The reaction of mixtures of [Rh4(CO)12] and triphenylphosphite with carbon monoxide or syngas as studied by high-resolution, high-pressure NMR spectroscopy

The fragmentation and redistribution reactions of [Rh 4 (CO) 12-x {P(OPh) 3 } x ] (x = 1-4) with carbon monoxide have been studied using high-resolution, high-pressure NMR spectroscopy. Under the conditions of efficient gas mixing in a high-pressure NMR bubble column, [Rh 4 (CO) 9 {P(OPh) 3 } 3 ] fragments to give mainly [Rh 2 (CO) 6 {P(OPh) 3 } 2 ]; [Rh 4 (CO) 11 {P(OPh) 3 }] is also observed, implying redistribution of the phosphite ligand and/or recombination of the dimers to tetrameric clusters.
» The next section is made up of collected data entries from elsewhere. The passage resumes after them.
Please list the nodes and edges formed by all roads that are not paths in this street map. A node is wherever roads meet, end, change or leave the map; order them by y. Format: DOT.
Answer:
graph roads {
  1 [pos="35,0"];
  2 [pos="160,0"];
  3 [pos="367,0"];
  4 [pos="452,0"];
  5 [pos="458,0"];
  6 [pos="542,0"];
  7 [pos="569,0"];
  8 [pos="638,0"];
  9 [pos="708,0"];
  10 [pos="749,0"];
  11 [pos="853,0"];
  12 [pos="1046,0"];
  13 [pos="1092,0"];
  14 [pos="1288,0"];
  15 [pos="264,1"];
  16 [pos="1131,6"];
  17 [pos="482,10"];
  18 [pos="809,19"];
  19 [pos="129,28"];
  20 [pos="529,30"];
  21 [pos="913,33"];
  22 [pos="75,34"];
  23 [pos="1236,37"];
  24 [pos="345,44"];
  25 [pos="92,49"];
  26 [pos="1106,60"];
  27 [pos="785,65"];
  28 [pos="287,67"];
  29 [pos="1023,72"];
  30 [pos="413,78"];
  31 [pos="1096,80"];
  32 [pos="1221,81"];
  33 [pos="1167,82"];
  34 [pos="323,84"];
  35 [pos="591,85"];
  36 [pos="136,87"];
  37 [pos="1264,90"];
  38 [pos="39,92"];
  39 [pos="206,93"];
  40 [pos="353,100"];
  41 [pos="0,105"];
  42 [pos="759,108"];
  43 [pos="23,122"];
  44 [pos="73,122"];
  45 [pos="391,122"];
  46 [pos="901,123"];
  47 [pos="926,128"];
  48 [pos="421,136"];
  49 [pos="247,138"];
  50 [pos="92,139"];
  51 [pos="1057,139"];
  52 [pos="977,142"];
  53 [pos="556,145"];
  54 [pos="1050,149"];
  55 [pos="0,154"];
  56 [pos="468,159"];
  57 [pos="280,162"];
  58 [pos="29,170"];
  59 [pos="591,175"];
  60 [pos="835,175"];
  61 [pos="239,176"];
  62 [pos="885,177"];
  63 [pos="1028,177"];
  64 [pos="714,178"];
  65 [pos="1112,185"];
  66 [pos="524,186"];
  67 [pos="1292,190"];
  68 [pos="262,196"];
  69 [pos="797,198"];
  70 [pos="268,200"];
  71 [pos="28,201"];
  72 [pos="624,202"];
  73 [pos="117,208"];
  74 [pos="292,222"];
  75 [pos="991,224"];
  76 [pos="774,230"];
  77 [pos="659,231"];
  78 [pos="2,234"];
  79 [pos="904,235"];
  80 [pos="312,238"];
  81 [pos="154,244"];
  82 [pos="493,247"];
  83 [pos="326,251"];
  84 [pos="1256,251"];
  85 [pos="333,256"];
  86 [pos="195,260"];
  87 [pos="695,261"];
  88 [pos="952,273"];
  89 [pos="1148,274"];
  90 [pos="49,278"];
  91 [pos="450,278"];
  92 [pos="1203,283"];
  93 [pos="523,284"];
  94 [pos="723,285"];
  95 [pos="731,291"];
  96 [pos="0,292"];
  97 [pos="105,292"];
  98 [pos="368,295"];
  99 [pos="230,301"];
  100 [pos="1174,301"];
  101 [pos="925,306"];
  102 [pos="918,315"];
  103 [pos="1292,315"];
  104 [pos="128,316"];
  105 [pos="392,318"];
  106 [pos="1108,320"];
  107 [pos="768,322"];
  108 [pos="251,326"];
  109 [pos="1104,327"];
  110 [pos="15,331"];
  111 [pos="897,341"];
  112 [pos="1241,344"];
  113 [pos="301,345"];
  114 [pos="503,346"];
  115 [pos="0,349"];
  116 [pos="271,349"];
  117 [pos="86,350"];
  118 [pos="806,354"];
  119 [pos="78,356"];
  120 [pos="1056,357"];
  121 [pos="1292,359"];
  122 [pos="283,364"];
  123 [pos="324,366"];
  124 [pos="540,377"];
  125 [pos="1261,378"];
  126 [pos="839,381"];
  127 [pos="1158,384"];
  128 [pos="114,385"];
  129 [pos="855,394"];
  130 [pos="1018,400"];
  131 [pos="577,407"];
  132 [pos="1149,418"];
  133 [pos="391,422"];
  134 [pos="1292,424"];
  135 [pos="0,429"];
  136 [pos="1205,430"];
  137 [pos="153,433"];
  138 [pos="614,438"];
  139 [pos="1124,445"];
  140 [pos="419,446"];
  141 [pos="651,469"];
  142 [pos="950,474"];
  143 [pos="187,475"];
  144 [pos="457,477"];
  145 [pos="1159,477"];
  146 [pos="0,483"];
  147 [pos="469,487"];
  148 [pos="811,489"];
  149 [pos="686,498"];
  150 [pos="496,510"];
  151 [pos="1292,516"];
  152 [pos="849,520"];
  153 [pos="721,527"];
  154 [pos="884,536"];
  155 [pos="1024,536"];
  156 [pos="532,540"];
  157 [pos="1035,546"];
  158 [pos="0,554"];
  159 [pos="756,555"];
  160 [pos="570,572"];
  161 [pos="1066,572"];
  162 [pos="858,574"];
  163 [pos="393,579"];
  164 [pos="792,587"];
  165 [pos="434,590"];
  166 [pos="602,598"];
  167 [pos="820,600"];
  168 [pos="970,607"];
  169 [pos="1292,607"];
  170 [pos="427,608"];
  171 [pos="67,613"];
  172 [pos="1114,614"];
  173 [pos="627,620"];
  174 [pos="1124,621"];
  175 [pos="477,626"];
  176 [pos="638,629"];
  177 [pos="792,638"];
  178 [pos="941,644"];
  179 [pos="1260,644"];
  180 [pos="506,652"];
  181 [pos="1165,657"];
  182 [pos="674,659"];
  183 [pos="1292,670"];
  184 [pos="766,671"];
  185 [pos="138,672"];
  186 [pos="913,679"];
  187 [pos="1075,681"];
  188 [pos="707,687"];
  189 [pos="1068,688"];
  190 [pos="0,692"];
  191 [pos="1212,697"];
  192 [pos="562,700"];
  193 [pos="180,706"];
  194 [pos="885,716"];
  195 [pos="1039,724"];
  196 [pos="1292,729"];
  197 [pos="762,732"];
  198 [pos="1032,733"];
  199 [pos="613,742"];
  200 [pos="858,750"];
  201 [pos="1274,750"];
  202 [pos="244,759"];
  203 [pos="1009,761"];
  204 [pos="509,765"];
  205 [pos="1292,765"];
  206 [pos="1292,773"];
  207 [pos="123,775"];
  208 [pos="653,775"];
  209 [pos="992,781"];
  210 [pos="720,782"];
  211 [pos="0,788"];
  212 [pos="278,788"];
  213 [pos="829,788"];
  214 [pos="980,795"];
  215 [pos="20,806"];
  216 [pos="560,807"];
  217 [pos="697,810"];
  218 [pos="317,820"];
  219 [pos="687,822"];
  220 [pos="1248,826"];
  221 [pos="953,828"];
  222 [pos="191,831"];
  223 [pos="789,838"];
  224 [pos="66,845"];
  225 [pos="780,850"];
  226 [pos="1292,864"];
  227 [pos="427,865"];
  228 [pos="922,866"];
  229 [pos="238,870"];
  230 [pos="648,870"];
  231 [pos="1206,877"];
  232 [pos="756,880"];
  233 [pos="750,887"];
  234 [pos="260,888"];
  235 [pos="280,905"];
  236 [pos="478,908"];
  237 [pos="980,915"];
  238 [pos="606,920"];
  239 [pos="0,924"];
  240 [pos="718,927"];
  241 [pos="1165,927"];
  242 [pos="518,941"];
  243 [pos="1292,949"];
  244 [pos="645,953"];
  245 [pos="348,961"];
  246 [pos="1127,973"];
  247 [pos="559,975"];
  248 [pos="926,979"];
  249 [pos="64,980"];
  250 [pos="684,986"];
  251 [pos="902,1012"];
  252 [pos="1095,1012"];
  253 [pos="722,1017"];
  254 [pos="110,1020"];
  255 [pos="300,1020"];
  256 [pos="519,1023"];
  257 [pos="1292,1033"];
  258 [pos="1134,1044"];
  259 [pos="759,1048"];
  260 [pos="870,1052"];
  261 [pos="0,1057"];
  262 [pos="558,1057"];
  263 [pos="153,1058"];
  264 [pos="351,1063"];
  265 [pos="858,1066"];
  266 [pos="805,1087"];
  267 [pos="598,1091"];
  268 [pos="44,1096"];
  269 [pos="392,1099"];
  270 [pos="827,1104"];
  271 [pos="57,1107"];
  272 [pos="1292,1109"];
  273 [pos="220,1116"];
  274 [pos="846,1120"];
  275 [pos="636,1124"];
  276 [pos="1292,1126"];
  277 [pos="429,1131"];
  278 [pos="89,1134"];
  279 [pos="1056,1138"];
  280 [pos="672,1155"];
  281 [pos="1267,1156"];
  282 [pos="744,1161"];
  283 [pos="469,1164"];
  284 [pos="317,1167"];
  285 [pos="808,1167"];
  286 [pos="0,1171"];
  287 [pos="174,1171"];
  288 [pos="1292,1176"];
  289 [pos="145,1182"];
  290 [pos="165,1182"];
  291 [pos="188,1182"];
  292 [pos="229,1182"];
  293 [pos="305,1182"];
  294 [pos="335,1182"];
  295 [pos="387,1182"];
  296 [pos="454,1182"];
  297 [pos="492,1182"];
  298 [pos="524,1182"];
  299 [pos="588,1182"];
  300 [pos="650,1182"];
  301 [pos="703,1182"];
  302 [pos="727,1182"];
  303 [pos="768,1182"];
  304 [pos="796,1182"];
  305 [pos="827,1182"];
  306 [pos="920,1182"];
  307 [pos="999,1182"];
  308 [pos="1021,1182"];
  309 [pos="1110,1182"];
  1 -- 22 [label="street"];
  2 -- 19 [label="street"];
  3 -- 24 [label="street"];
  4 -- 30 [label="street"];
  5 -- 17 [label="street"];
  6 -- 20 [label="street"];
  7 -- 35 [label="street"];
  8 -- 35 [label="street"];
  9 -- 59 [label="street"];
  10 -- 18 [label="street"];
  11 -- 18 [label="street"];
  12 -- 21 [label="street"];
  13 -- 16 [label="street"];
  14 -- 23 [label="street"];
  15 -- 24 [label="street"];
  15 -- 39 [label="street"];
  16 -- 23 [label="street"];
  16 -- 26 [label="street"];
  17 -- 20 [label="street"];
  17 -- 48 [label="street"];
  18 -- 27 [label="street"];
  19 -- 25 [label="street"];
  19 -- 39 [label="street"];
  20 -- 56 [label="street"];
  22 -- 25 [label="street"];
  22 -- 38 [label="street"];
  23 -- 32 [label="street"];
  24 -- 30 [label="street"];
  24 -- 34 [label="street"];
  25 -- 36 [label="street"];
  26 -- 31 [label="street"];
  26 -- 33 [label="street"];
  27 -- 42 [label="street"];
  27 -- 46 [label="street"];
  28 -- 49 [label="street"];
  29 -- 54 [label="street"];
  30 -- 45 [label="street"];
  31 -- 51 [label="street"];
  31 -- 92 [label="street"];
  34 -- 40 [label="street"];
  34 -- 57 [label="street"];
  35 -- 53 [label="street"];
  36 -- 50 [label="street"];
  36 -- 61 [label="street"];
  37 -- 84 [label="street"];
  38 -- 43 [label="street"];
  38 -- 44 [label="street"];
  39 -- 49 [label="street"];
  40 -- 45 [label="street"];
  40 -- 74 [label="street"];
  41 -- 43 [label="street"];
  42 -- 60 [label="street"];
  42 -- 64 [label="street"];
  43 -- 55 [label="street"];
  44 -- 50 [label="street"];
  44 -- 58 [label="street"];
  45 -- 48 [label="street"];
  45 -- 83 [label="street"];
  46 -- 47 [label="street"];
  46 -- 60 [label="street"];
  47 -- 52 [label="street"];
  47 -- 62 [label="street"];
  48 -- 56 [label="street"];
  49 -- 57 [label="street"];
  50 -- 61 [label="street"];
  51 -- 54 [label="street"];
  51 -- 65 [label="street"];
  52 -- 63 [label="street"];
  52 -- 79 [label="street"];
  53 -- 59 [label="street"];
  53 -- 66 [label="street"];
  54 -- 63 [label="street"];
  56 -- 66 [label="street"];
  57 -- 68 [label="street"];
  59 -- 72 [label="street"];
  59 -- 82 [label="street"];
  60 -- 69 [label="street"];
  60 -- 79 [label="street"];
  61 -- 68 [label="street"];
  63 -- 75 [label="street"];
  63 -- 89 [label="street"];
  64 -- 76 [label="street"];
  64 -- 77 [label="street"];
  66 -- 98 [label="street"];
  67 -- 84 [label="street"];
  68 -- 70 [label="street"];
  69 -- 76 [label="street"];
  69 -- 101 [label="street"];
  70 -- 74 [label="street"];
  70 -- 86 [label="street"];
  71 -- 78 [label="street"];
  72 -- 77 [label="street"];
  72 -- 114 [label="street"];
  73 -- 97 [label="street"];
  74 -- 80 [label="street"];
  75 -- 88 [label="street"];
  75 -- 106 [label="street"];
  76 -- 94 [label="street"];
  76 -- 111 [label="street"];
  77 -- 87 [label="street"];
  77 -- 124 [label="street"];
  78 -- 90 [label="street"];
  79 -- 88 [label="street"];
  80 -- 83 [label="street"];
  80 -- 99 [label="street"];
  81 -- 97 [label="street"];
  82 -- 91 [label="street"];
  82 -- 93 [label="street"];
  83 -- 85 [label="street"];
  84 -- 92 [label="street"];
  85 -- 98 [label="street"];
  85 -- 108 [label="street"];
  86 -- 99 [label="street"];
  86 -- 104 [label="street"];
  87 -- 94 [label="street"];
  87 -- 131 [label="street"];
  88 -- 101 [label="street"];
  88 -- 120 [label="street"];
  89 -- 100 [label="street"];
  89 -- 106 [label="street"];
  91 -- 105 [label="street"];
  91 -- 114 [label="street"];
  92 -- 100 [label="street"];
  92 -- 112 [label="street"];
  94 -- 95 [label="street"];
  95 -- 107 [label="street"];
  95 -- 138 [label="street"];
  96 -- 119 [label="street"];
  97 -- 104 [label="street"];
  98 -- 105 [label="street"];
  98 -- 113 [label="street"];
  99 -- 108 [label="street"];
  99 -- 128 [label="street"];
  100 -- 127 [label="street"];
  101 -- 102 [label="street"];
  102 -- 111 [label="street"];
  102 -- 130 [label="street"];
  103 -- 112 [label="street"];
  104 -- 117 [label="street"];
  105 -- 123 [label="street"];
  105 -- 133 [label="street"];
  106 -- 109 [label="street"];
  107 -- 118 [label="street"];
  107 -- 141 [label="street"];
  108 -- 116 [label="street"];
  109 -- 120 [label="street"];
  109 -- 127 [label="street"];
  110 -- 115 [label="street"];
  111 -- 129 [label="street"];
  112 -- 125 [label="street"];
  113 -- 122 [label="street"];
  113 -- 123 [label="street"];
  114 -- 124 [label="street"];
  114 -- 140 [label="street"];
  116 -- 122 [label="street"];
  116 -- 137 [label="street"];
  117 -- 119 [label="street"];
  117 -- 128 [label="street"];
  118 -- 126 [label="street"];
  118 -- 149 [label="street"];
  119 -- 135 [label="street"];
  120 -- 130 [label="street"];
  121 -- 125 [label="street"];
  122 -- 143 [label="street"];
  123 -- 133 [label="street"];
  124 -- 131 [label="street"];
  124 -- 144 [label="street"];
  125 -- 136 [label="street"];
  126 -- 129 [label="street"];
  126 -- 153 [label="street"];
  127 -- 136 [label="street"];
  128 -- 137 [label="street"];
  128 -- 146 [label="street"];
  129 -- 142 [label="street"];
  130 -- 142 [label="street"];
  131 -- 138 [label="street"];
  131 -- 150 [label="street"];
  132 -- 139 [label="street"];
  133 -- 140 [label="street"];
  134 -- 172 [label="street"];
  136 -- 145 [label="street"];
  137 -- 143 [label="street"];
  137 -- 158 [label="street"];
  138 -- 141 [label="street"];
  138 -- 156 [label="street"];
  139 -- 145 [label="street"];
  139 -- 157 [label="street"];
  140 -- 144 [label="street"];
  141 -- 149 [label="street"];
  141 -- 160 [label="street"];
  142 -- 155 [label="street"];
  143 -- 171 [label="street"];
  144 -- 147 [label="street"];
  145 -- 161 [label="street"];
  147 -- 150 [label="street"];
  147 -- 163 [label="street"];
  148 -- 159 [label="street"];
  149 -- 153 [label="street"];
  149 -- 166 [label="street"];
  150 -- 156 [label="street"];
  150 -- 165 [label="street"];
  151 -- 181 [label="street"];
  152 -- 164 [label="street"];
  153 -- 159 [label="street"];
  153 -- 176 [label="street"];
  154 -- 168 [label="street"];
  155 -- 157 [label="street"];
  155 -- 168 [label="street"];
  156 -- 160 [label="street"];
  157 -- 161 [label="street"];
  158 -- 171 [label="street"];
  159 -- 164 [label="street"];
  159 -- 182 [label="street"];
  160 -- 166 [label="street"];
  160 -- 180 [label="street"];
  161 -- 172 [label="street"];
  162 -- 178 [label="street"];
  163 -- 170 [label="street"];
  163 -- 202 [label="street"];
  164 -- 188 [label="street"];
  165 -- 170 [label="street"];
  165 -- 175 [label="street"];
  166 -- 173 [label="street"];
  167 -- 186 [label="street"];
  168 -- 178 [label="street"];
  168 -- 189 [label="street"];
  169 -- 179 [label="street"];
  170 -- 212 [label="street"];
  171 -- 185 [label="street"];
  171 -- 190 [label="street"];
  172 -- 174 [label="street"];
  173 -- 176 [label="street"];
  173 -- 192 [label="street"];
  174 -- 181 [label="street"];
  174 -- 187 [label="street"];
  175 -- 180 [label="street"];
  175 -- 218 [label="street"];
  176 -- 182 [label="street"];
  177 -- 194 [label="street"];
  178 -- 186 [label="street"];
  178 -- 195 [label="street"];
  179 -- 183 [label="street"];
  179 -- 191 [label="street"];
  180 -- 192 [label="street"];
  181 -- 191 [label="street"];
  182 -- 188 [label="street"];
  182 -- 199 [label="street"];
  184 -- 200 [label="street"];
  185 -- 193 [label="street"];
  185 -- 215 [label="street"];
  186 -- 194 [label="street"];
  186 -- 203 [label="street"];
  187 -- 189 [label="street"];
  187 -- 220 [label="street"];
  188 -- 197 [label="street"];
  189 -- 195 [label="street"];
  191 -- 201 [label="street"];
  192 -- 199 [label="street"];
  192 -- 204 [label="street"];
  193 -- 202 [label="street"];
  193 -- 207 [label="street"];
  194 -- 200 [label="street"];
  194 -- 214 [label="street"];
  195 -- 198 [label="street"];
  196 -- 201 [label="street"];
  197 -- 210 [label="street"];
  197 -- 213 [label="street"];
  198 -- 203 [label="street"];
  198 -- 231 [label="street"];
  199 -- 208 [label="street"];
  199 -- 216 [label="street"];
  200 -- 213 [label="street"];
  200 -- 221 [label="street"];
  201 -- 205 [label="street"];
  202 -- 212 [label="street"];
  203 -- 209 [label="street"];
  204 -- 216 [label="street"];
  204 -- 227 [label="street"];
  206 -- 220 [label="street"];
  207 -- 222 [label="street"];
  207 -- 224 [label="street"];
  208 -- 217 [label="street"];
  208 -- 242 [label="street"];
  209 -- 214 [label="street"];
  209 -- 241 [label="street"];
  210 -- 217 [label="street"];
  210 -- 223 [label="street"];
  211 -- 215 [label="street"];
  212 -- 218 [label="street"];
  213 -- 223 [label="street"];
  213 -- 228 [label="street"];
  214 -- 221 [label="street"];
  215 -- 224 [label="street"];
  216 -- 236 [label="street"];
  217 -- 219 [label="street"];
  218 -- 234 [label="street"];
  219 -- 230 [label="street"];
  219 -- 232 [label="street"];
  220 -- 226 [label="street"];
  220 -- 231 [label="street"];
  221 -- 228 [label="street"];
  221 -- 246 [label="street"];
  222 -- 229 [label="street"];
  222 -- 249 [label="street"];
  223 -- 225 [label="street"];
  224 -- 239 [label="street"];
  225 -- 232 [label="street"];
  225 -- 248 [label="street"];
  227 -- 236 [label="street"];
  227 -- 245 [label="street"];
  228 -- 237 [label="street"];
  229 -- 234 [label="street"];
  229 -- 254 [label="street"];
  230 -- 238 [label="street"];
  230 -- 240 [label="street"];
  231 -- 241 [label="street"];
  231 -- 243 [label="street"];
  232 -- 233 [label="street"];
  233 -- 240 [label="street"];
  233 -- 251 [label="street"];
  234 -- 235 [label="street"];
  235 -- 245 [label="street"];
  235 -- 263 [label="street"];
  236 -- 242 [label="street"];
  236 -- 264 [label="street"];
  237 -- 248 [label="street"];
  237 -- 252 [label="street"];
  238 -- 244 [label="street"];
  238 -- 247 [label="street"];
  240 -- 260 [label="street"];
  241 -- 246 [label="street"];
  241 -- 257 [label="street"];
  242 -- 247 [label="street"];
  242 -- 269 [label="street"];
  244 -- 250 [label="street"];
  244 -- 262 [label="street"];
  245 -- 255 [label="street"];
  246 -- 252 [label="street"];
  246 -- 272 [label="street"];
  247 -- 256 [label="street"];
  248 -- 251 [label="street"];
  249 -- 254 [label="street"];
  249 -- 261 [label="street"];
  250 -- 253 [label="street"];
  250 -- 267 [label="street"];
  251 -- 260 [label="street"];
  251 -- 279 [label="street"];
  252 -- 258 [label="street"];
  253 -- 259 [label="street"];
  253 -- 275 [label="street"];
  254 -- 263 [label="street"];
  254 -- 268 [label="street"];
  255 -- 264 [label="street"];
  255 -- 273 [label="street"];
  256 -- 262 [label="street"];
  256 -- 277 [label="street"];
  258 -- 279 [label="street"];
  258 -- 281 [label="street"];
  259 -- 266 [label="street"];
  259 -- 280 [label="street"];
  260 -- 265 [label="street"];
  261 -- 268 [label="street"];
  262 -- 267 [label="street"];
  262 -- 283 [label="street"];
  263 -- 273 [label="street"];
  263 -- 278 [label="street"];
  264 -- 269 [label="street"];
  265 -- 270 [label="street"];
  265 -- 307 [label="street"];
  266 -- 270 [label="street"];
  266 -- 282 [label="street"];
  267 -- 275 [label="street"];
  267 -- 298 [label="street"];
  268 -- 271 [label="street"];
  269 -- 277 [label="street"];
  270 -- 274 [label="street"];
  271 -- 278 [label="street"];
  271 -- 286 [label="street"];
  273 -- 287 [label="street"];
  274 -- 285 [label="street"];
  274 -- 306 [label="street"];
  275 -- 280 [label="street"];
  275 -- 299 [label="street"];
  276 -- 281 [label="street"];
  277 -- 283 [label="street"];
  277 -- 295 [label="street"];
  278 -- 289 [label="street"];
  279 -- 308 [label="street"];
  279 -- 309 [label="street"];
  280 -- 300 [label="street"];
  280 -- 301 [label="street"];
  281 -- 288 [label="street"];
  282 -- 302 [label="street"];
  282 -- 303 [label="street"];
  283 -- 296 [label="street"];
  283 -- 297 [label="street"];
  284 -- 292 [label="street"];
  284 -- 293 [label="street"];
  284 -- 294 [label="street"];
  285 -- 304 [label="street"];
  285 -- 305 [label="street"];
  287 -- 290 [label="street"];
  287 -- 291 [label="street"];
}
Fragmentation of [Rh 4 (CO) 10 {P(OPh) 3 } 2 ] is found to be pressure-dependent giving predominantly [Rh 2 (CO) 6 {P(OPh) 3 } 2 ] at low CO pressure (1-40 bar), and increasing amounts of [Rh 2 (CO) 7 {P(OPh) 3 }] at higher (40-80 bar) pressure. Using Syngas (CO : H 2 (1 : 1)) instead of CO in the above fragmentations, homolytic addition of H 2 to the dimer [Rh 2 (CO) 6 {P(OPh) 3 } 2 ] to give [RhH(CO) 3 {P(OPh 3 }] and [RhH(CO) 2 {P(OPh) 3 } 2 ] is observed. The distribution of tetrameric species obtained is similar to that obtained under the same partial pressure of CO. On depressurisation/out-gassing of the sample, the original mixture of tetrameric clusters is obtained.